Öyle ki, bu ruh hali, asker ölümlerinin gelmesi ve sürekli artmasına karşı propaganda ve ajitasyonun yönünü sünni ve Türk emekçilerine yöneltmesini engelledi. Şovenizmden etkilenen, siyasal islamın etkisinde olan ancak açlık, yoksulluk, tabutlarla yüzyüze gelip mevcut tabloyu sorgulayan işçi ve emekçilere yönelik devrimci propagandayı yapmayı engelleyen bu ruh hali değil midir?

Kapitalizmin ve faşist devlet iktidarının Türk, sünni, Kürt, Alevi ve diğer tüm topluluklarına karşı sömürü başta olmak üzere açlığı, yoksulluğu, itiraz edene baskı ve zoru kullanması, savaşa bunların evlatlarını sürmesini, işsizlikle onları yüzyüze bıraktığını, toplanan ve değişik kurumlarda biriken vergi, bağış ve bütçelerin bir avuç zengine ve yandaşına peşkeş edilmesini anlatmak devrimci aklın temel görevidir.

Ancak İdlib’de resmi rakamlarca 36, yerel kanaklarca 114 askerin ölümü üzerine sadece açıklama veya kınama yapmakla yetinmenin, Yalan Doktri’nin başarılı olmasının en temel nedeni olmaktadır.
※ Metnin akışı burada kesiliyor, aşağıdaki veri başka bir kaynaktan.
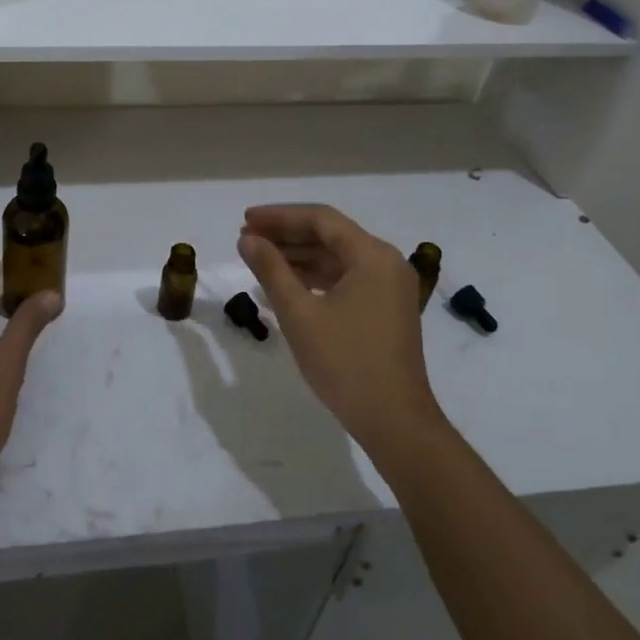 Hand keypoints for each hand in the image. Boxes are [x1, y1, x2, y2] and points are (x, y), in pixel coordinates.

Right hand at [238, 205, 444, 458]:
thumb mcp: (299, 314)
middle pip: (330, 235)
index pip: (321, 219)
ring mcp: (389, 287)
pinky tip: (285, 284)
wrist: (394, 422)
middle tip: (247, 239)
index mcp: (372, 256)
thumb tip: (247, 239)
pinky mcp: (385, 309)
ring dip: (299, 256)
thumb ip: (271, 269)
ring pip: (337, 257)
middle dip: (287, 234)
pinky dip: (315, 277)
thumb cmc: (345, 363)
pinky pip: (346, 279)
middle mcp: (386, 263)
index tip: (245, 220)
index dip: (279, 216)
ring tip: (259, 258) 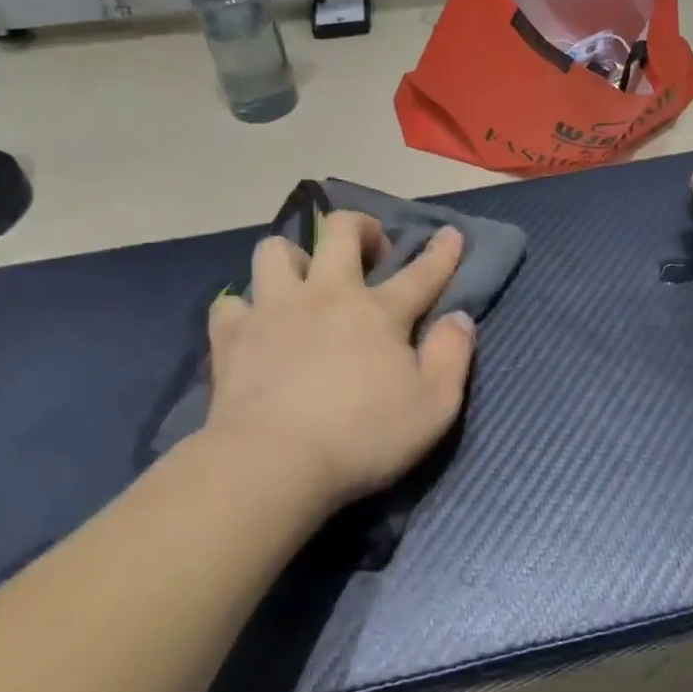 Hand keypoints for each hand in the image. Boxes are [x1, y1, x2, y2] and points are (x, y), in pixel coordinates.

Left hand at [198, 213, 476, 510]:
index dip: (440, 252)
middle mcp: (326, 296)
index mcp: (378, 312)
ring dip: (293, 257)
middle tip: (368, 248)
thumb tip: (460, 317)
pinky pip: (231, 303)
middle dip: (360, 227)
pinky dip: (244, 309)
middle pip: (339, 233)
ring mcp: (274, 310)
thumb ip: (453, 356)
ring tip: (302, 281)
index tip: (450, 232)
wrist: (271, 464)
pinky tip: (254, 325)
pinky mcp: (232, 337)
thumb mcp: (434, 406)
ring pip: (276, 251)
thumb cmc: (362, 438)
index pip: (420, 273)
Çünkü faşist propaganda aygıtına karşı kitleleri yerinde aydınlatacak, onlara gerçeği gösterecek bir propaganda ve ajitasyon faaliyeti yok debecek kadar azdır. Oysaki, 90’lı yılların ortalarında ‘Sürekli Aydınlık İçin 1 Dakika Karanlık’ eylemleri yada Gezi sürecindeki olağanüstü propaganda ve ajitasyon faaliyeti bir sorunu hızla yüzbinlerin gündemine sokmayı başarmıştı.

Devrimci aklın, benzer olumlu deneyimleri yeniden hatırlayarak, savaş karşıtlığı pozisyonunu yerinde propaganda ve ajitasyon faaliyetiyle kitlelerle buluşmasını gündemleştirmesi gerekmektedir. Bugün savaş çığırtkanlığı yapan, ölümlerle, kan ile beslenen bir faşist iktidarın bu gerçek yüzünü, amaçlarını bu faaliyetle anlatmak, devrimci gelişmenin de olmazsa olmazın yönüdür. Ancak bu somut plan ve örgütlenmeyi gerektirir.Propaganda ve ajitasyonun, İnisiyatifler, komiteler, platformlar, dernekler, cepheler, vb örgütlerle süreklilerştirilmesiyle etkili bir araca dönüşmesi sağlanabilinir.